§ PROMPT
Among the lines below, some may contain the string "hand". Say how many do, and give nothing besides the number.

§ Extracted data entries
[Start of section]
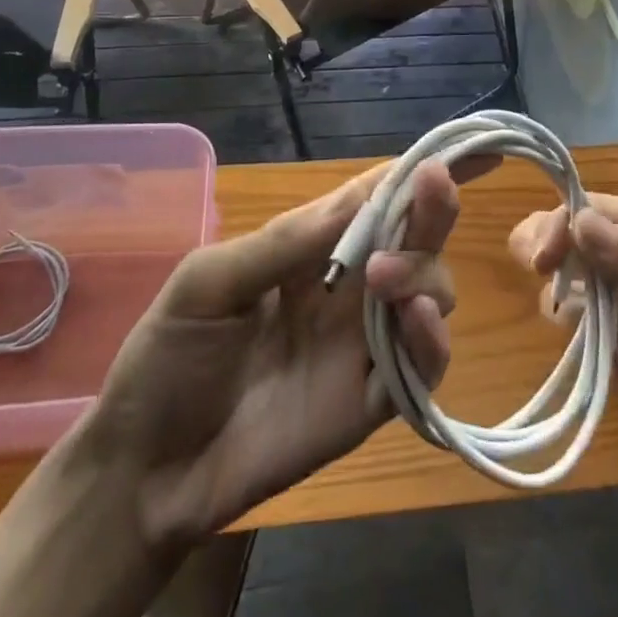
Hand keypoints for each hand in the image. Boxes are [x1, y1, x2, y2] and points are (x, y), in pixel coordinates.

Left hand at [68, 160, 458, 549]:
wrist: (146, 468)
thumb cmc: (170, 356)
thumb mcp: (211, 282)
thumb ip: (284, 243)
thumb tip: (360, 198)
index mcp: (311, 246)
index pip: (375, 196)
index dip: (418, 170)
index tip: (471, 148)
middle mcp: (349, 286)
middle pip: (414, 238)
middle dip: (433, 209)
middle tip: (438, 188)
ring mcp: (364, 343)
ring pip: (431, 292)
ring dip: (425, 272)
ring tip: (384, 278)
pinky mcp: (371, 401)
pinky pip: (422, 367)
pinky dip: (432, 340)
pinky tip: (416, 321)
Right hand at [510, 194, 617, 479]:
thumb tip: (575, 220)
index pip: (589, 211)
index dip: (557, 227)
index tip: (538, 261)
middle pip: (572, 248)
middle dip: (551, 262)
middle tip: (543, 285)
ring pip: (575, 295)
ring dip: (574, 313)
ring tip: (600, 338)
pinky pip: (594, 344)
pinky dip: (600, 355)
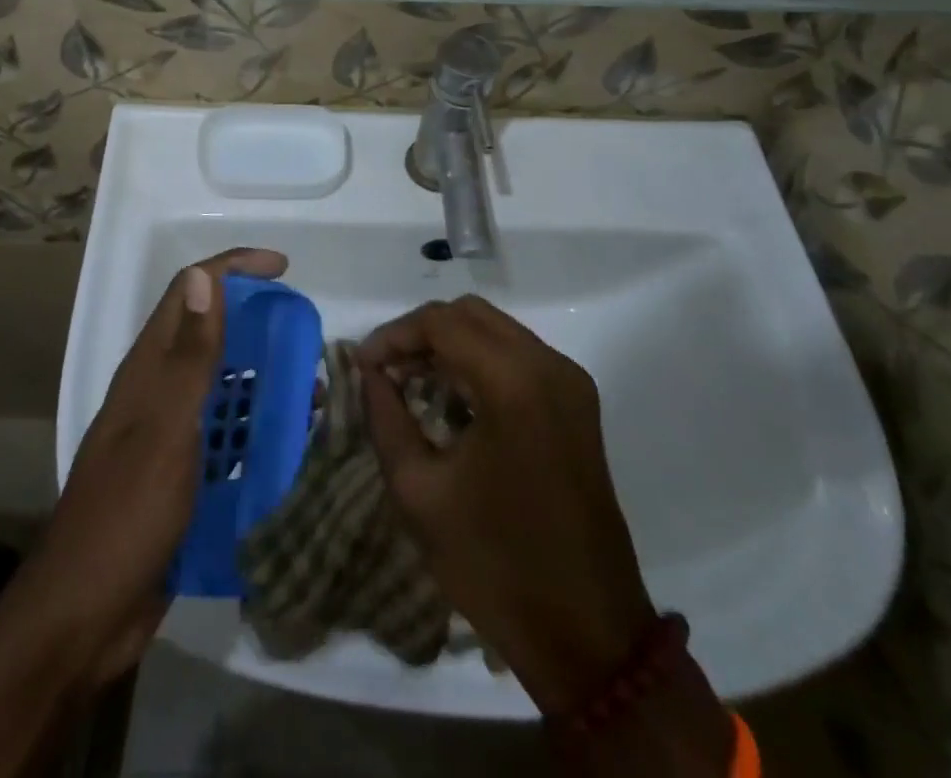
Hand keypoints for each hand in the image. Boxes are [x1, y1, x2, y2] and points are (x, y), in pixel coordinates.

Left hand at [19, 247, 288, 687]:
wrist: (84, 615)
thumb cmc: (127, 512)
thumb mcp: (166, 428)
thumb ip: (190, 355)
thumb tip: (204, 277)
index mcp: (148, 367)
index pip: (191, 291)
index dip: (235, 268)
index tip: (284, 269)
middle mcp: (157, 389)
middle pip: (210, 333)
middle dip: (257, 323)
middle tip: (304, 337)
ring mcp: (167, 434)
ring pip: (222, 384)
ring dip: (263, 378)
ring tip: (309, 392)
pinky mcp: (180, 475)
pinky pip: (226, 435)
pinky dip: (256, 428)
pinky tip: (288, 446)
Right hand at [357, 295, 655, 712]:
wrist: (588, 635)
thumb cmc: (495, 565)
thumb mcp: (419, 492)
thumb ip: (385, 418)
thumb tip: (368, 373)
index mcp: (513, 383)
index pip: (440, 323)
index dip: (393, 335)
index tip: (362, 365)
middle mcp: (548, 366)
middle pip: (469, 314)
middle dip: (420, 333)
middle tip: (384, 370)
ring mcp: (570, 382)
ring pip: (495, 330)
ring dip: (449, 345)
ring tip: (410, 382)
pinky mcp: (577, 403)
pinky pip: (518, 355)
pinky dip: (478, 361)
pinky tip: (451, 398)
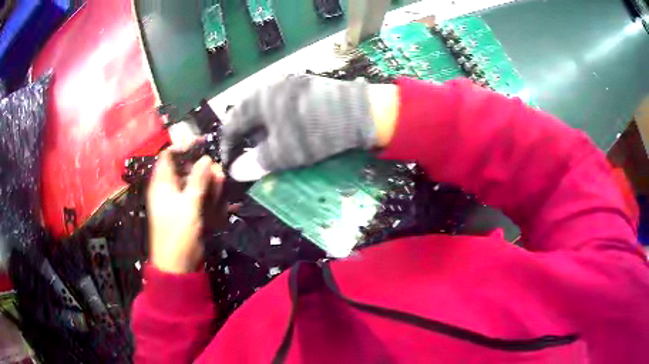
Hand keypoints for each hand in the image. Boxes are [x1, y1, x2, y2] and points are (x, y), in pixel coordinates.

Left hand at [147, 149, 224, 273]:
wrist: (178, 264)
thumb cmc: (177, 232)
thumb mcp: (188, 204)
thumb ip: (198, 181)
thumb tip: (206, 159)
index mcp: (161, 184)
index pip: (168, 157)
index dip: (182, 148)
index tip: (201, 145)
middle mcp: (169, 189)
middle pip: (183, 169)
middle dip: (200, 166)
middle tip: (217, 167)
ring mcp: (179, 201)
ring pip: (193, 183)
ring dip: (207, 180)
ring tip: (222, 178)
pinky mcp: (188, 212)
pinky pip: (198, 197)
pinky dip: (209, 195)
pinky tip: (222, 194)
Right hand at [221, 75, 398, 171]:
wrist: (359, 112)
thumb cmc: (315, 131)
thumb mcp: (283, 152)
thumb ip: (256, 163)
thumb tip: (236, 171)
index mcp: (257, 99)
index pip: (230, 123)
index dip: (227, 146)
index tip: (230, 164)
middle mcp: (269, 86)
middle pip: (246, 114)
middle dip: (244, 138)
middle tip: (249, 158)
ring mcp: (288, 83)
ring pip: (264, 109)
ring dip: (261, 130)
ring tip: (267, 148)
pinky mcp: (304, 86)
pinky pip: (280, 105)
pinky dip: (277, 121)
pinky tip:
[End of section]
§ RESPONSE BELOW
9